Não lembro o filme. Lembro do
cine Palácio. Me vejo saindo pelas portas laterais, aglomeração na rua estreita
e as pessoas discutindo. O quê? Por quê? Nos filmes, onde sempre o 'mocinho'
tinha a torcida da plateia, contra o bandido-vampiro voraz pelo sangue daquele,
ali, a inversão: o bandido se sobrepôs na ética invertida: venceu o mal. Surpresa,
mal-estar, atordoamento, estupefação das pessoas. Eu entre elas ‒ cara sem riso. A ripa em
Hollywood. Sem respostas.
E a mudança na civilização se
iniciou nítida ... Décadas se passaram... Hoje, o ponto de interrogação é uma exclamação.
Sem dó maltrata as pessoas que ousam enfrentá-lo.
Estava eu numa reunião, sala
caseira, amigas e amigos se revendo. Momento agradável. De repente, uma
discussão: 3 donas de casa, as vozes alteradas, discutiam 'quem matou quem' na novela da nove. A cena me foi tão absurda, que
não me contive: Gente, ninguém
matou ninguém!
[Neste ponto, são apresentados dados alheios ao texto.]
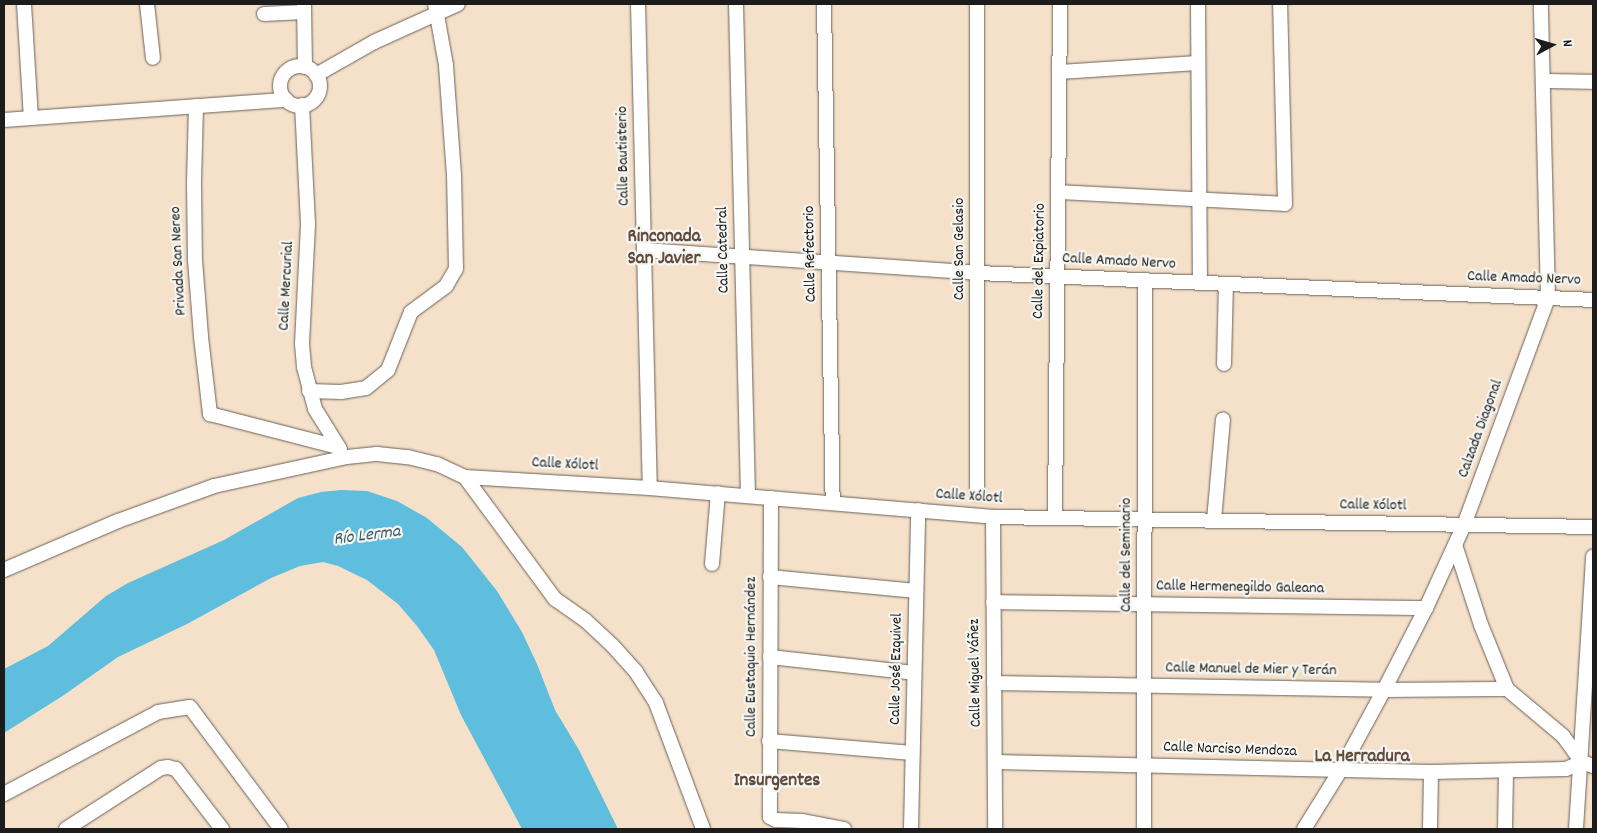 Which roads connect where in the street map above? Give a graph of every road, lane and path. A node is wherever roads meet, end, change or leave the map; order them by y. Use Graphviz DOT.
graph roads {
  1 [pos="24,4"];
  2 [pos="148,4"];
  3 [pos="458,4"];
  4 [pos="638,4"];
  5 [pos="736,4"];
  6 [pos="824,4"];
  7 [pos="977,4"];
  8 [pos="1060,4"];
  9 [pos="1198,4"];
  10 [pos="1280,4"];
  11 [pos="1541,4"];
  12 [pos="304,8"];
  13 [pos="436,8"];
  14 [pos="264,14"];
  15 [pos="153,58"];
  16 [pos="1198,63"];
  17 [pos="310,71"];
  18 [pos="1059,72"];
  19 [pos="1543,81"];
  20 [pos="1593,82"];
  21 [pos="286,100"];
  22 [pos="302,105"];
  23 [pos="196,106"];
  24 [pos="31,118"];
  25 [pos="4,120"];
  26 [pos="1058,192"];
  27 [pos="1199,199"];
  28 [pos="644,250"];
  29 [pos="742,257"];
  30 [pos="829,263"];
  31 [pos="978,273"];
  32 [pos="1057,277"];
  33 [pos="1145,281"];
  34 [pos="1200,283"];
  35 [pos="1226,284"];
  36 [pos="1548,298"];
  37 [pos="1593,300"];
  38 [pos="1224,364"];
  39 [pos="309,391"];
  40 [pos="1223,419"];
  41 [pos="343,452"];
  42 [pos="465,477"];
  43 [pos="650,488"];
  44 [pos="718,493"];
  45 [pos="977,494"];
  46 [pos="748,496"];
  47 [pos="771,498"];
  48 [pos="833,503"];
  49 [pos="918,510"];
  50 [pos="992,517"];
  51 [pos="1055,518"];
  52 [pos="1145,519"];
  53 [pos="1214,520"];
  54 [pos="1464,525"];
  55 [pos="1593,527"];
  56 [pos="1455,545"];
  57 [pos="1593,557"];
  58 [pos="712,564"];
  59 [pos="4,570"];
  60 [pos="770,577"];
  61 [pos="916,591"];
  62 [pos="993,602"];
  63 [pos="1144,604"];
  64 [pos="1426,608"];
  65 [pos="770,657"];
  66 [pos="914,673"];
  67 [pos="994,683"];
  68 [pos="1144,685"];
  69 [pos="1507,689"];
  70 [pos="1384,690"];
  71 [pos="769,741"];
  72 [pos="912,753"];
  73 [pos="995,762"];
  74 [pos="1588,764"];
  75 [pos="1144,765"];
  76 [pos="1340,771"];
  77 [pos="1506,771"];
  78 [pos="1431,772"];
  79 [pos="4,794"];
  80 [pos="66,829"];
  81 [pos="222,829"];
  82 [pos="281,829"];
  83 [pos="703,829"];
  84 [pos="844,829"];
  85 [pos="911,829"];
  86 [pos="995,829"];
  87 [pos="1144,829"];
  88 [pos="1304,829"];
  89 [pos="1430,829"];
  90 [pos="1505,829"];
  91 [pos="1576,829"];
  1 -- 24 [label="street"];
  2 -- 15 [label="street"];
  3 -- 13 [label="street"];
  4 -- 28 [label="street, Calle Bautisterio"];
  5 -- 29 [label="street, Calle Catedral"];
  6 -- 30 [label="street, Calle Refectorio"];
  7 -- 31 [label="street, Calle San Gelasio"];
  8 -- 18 [label="street, Calle del Expiatorio"];
  9 -- 16 [label="street"];
  10 -- 27 [label="street"];
  11 -- 19 [label="street, Calzada Diagonal"];
  12 -- 14 [label="street"];
  12 -- 17 [label="street"];
  13 -- 17 [label="street"];
  13 -- 39 [label="street"];
  16 -- 18 [label="street"];
  16 -- 27 [label="street"];
  17 -- 21 [label="street"];
  17 -- 22 [label="street"];
  18 -- 26 [label="street, Calle del Expiatorio"];
  19 -- 20 [label="street"];
  19 -- 36 [label="street, Calzada Diagonal"];
  21 -- 22 [label="street"];
  21 -- 23 [label="street"];
  22 -- 39 [label="street, Calle Mercurial"];
  23 -- 24 [label="street"];
  23 -- 41 [label="street, Privada San Nereo"];
  24 -- 25 [label="street"];
  26 -- 27 [label="street"];
  26 -- 32 [label="street, Calle del Expiatorio"];
  27 -- 34 [label="street"];
  28 -- 29 [label="street, Calle Amado Nervo"];
  28 -- 43 [label="street, Calle Bautisterio"];
  29 -- 30 [label="street, Calle Amado Nervo"];
  29 -- 46 [label="street, Calle Catedral"];
  30 -- 31 [label="street, Calle Amado Nervo"];
  30 -- 48 [label="street, Calle Refectorio"];
  31 -- 32 [label="street, Calle Amado Nervo"];
  31 -- 45 [label="street, Calle San Gelasio"];
  32 -- 33 [label="street, Calle Amado Nervo"];
  32 -- 51 [label="street, Calle del Expiatorio"];
  33 -- 34 [label="street, Calle Amado Nervo"];
  33 -- 52 [label="street, Calle del Seminario"];
  34 -- 35 [label="street, Calle Amado Nervo"];
  35 -- 36 [label="street, Calle Amado Nervo"];
  35 -- 38 [label="street"];
  36 -- 37 [label="street, Calle Amado Nervo"];
  36 -- 54 [label="street, Calzada Diagonal"];
  39 -- 41 [label="street, Calle Mercurial"];
  40 -- 53 [label="street"];
  41 -- 42 [label="street, Calle Xólotl"];
  41 -- 59 [label="street"];
  42 -- 43 [label="street, Calle Xólotl"];
  42 -- 83 [label="street"];
  43 -- 44 [label="street, Calle Xólotl"];
  44 -- 46 [label="street, Calle Xólotl"];
  44 -- 58 [label="street"];
  46 -- 47 [label="street, Calle Xólotl"];
  47 -- 48 [label="street, Calle Xólotl"];
  47 -- 60 [label="street, Calle Eustaquio Hernández"];
  48 -- 49 [label="street, Calle Xólotl"];
  49 -- 50 [label="street, Calle Xólotl"];
  49 -- 61 [label="street, Calle José Ezquivel"];
  50 -- 51 [label="street, Calle Xólotl"];
  50 -- 62 [label="street, Calle Miguel Yáñez"];
  51 -- 52 [label="street, Calle Xólotl"];
  52 -- 53 [label="street, Calle Xólotl"];
  52 -- 63 [label="street, Calle del Seminario"];
  53 -- 54 [label="street, Calle Xólotl"];
  54 -- 55 [label="street, Calle Xólotl"];
  54 -- 56 [label="street, Calzada Diagonal"];
  56 -- 64 [label="street, Calzada Diagonal"];
  56 -- 69 [label="street"];
  57 -- 74 [label="street"];
  60 -- 61 [label="street"];
  60 -- 65 [label="street, Calle Eustaquio Hernández"];
  61 -- 66 [label="street, Calle José Ezquivel"];
  62 -- 63 [label="street, Calle Hermenegildo Galeana"];
  62 -- 67 [label="street, Calle Miguel Yáñez"];
  63 -- 64 [label="street, Calle Hermenegildo Galeana"];
  63 -- 68 [label="street, Calle del Seminario"];
  64 -- 70 [label="street, Calzada Diagonal"];
  65 -- 66 [label="street"];
  65 -- 71 [label="street, Calle Eustaquio Hernández"];
  66 -- 72 [label="street, Calle José Ezquivel"];
  67 -- 68 [label="street, Calle Manuel de Mier y Terán"];
  67 -- 73 [label="street, Calle Miguel Yáñez"];
  68 -- 70 [label="street, Calle Manuel de Mier y Terán"];
  68 -- 75 [label="street, Calle del Seminario"];
  69 -- 70 [label="street, Calle Manuel de Mier y Terán"];
  69 -- 74 [label="street"];
  70 -- 76 [label="street, Calzada Diagonal"];
  71 -- 72 [label="street"];
  71 -- 84 [label="street, Calle Eustaquio Hernández"];
  72 -- 85 [label="street, Calle José Ezquivel"];
  73 -- 75 [label="street, Calle Narciso Mendoza"];
  73 -- 86 [label="street, Calle Miguel Yáñez"];
  74 -- 77 [label="street, Calle Narciso Mendoza"];
  74 -- 91 [label="street"];
  75 -- 76 [label="street, Calle Narciso Mendoza"];
  75 -- 87 [label="street, Calle del Seminario"];
  76 -- 78 [label="street, Calle Narciso Mendoza"];
  76 -- 88 [label="street, Calzada Diagonal"];
  77 -- 78 [label="street, Calle Narciso Mendoza"];
  77 -- 90 [label="street"];
  78 -- 89 [label="street"];
  79 -- 82 [label="street"];
  80 -- 81 [label="street"];
}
Não houve crime! Os olhares, ripas! Meu tom de voz? Minha interferência? Silêncio! Calei! Alfred
Hitchcok: 'Não existe terror no estrondo,
apenas na antecipação dele'.
Há oito anos, 4 donas de casa em
uma série: Desperates Housewives (Donas de casa desesperadas). Uma vez por
semana, três meses no ano ‒
oito!!! Para entreter! O que vale é a discussão: antecipação dela. As donas de
casa, conquistadas. Me fisgou.
O roteiro, de um homem. Mulher,
assunto preferido! Dona de casa faz almoço, faz breakfast rotineiro, cuida de filhos, do marido, lava e passa, tem
seu poquerzinho, espia pela janela. Vende sabão, máquina de lavar, vende crime.
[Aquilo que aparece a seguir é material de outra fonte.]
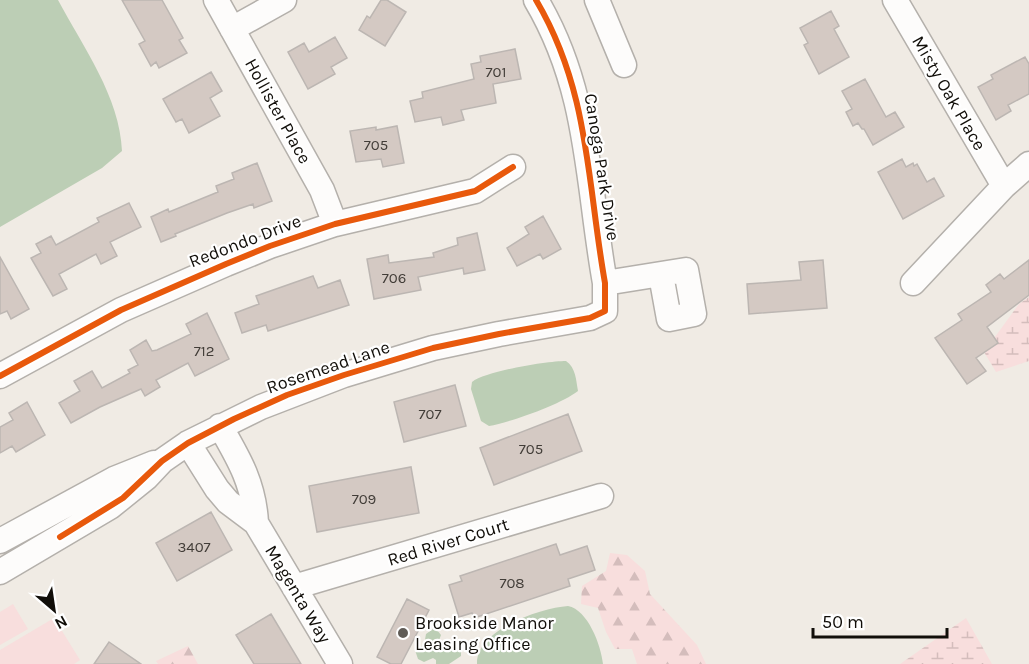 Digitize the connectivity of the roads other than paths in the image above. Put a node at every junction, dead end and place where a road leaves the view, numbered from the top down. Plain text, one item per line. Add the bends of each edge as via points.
1 (216, 0) edge
2 (285, 0) edge
3 (536, 0) edge
4 (597, 0) edge
5 (895, 0) edge
6 (232, 29) junction
7 (624, 65) dead end
8 (1029, 165) edge
9 (513, 167) dead end
10 (1004, 186) junction
11 (335, 224) junction
12 (661, 275) dead end
13 (605, 283) junction
14 (913, 283) dead end
15 (605, 311) joint
16 (0, 376) edge
17 (220, 426) junction
18 (188, 443) junction
19 (162, 461) junction
20 (601, 496) dead end
21 (256, 523) junction
22 (2, 535) edge
23 (10, 567) edge
24 (294, 587) junction
25 (340, 664) edge

1 - 6 street, Hollister Place
2 - 6 street
3 - 13 street, Canoga Park Drive via 559,44 574,89 584,132
4 - 7 street
5 - 10 street, Misty Oak Place
6 - 11 street, Hollister Place via 322,190
8 - 10 street
9 - 11 street, Redondo Drive via 475,191
10 - 14 street
11 - 16 street, Redondo Drive via 178,284
12 - 13 street
13 - 15 street, Canoga Park Drive
15 - 17 street, Rosemead Lane via 590,318 433,348 288,395
17 - 18 street, Rosemead Lane
17 - 21 street, Magenta Way via 252,488
18 - 19 street, Rosemead Lane
18 - 21 street, Magenta Way via 228,502
19 - 22 street, Rosemead Lane via 139,468
19 - 23 street, Rosemead Lane via 110,507
20 - 24 street, Red River Court
21 - 24 street, Magenta Way
22 - 23 street
24 - 25 street, Magenta Way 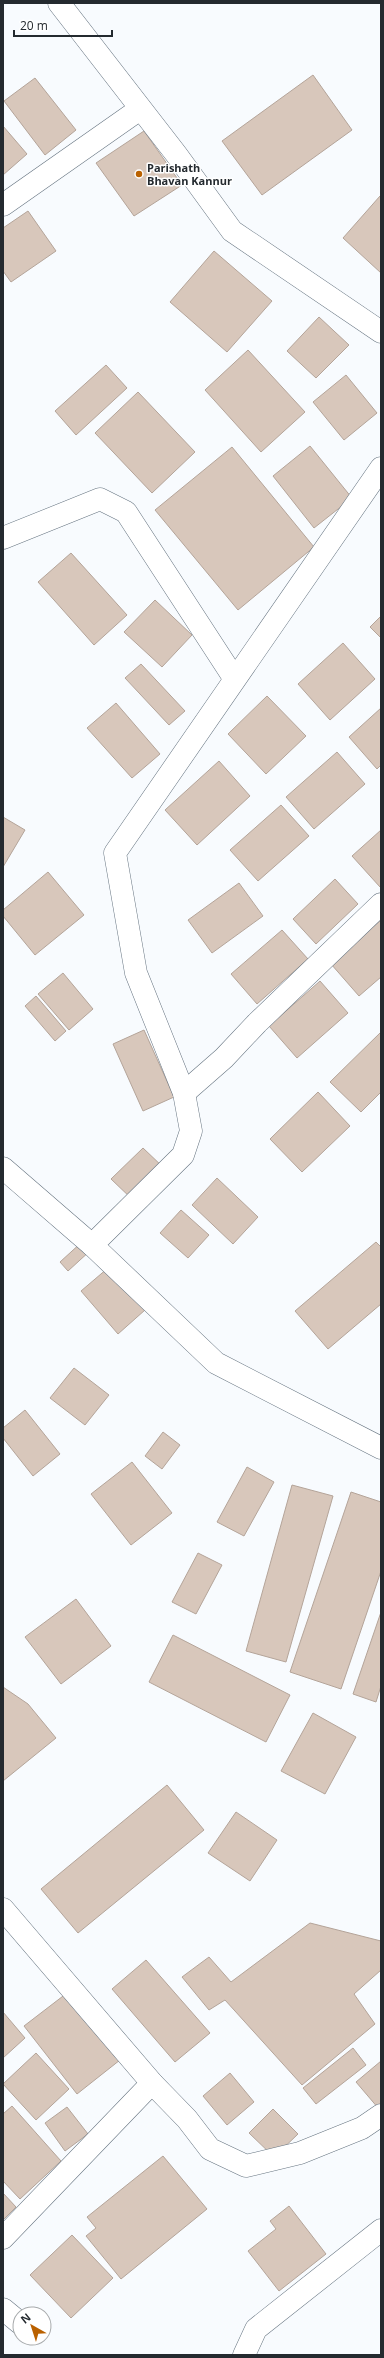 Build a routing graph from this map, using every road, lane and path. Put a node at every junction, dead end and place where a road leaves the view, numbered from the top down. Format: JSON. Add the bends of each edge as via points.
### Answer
{"nodes":[{"id":1,"x":58,"y":3,"type":"edge"},
{"id":2,"x":140,"y":109,"type":"junction"},
{"id":3,"x":3,"y":204,"type":"edge"},
{"id":4,"x":381,"y":332,"type":"edge"},
{"id":5,"x":381,"y":468,"type":"edge"},
{"id":6,"x":3,"y":538,"type":"edge"},
{"id":7,"x":234,"y":678,"type":"junction"},
{"id":8,"x":381,"y":904,"type":"edge"},
{"id":9,"x":184,"y":1093,"type":"junction"},
{"id":10,"x":3,"y":1168,"type":"edge"},
{"id":11,"x":92,"y":1245,"type":"junction"},
{"id":12,"x":381,"y":1448,"type":"edge"},
{"id":13,"x":3,"y":1909,"type":"edge"},
{"id":14,"x":152,"y":2083,"type":"junction"},
{"id":15,"x":381,"y":2115,"type":"edge"},
{"id":16,"x":381,"y":2230,"type":"edge"},
{"id":17,"x":3,"y":2238,"type":"edge"},
{"id":18,"x":3,"y":2309,"type":"edge"},
{"id":19,"x":12,"y":2316,"type":"edge"},
{"id":20,"x":244,"y":2355,"type":"edge"}],
"edges":[{"from":1,"to":2,"type":"street"},
{"from":2,"to":3,"type":"street"},
{"from":2,"to":4,"type":"street","via":[[232,231]]},
{"from":5,"to":7,"type":"street"},
{"from":6,"to":7,"type":"street","via":[[100,499],[126,512]]},
{"from":7,"to":9,"type":"street","via":[[115,853],[136,973]]},
{"from":8,"to":9,"type":"street","via":[[224,1058]]},
{"from":9,"to":11,"type":"street","via":[[192,1130],[183,1155]]},
{"from":10,"to":11,"type":"street"},
{"from":11,"to":12,"type":"street","via":[[216,1363]]},
{"from":13,"to":14,"type":"street"},
{"from":14,"to":15,"type":"street","via":[[187,2119],[210,2149],[246,2166],[300,2153],[362,2128]]},
{"from":14,"to":17,"type":"street"},
{"from":16,"to":20,"type":"street","via":[[256,2329]]},
{"from":18,"to":19,"type":"street"}]}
Fácil, fácil escrever sobre elas. Seguram audiência! Que fazer? Minha cara, sem
riso, absorvia. No início, legal! A
pegadinha logo se absorveu minuciosamente em 8 anos-crimes!
O crime entretendo!O título revelado no final: elas enterraram
o padrasto de uma delas estuprada por
ele. O padrasto, estuprador, por não ter onde dormir, fora dormir na casa dela
e, claro, casou com a mãe dela. Quem matou foi o Carlos, o marido dela. Com um
candelabro! Houve julgamento, acusaram uma delas. Na camisa do morto, suas
impressões digitais. Mas havia um pacto de amigas! Álibi do advogado, ' acho admirável você doar roupas', punha
em cheque sua culpa.A saída de roteirista, que não
sabe o que fazer: usou 'Deus ex machina'.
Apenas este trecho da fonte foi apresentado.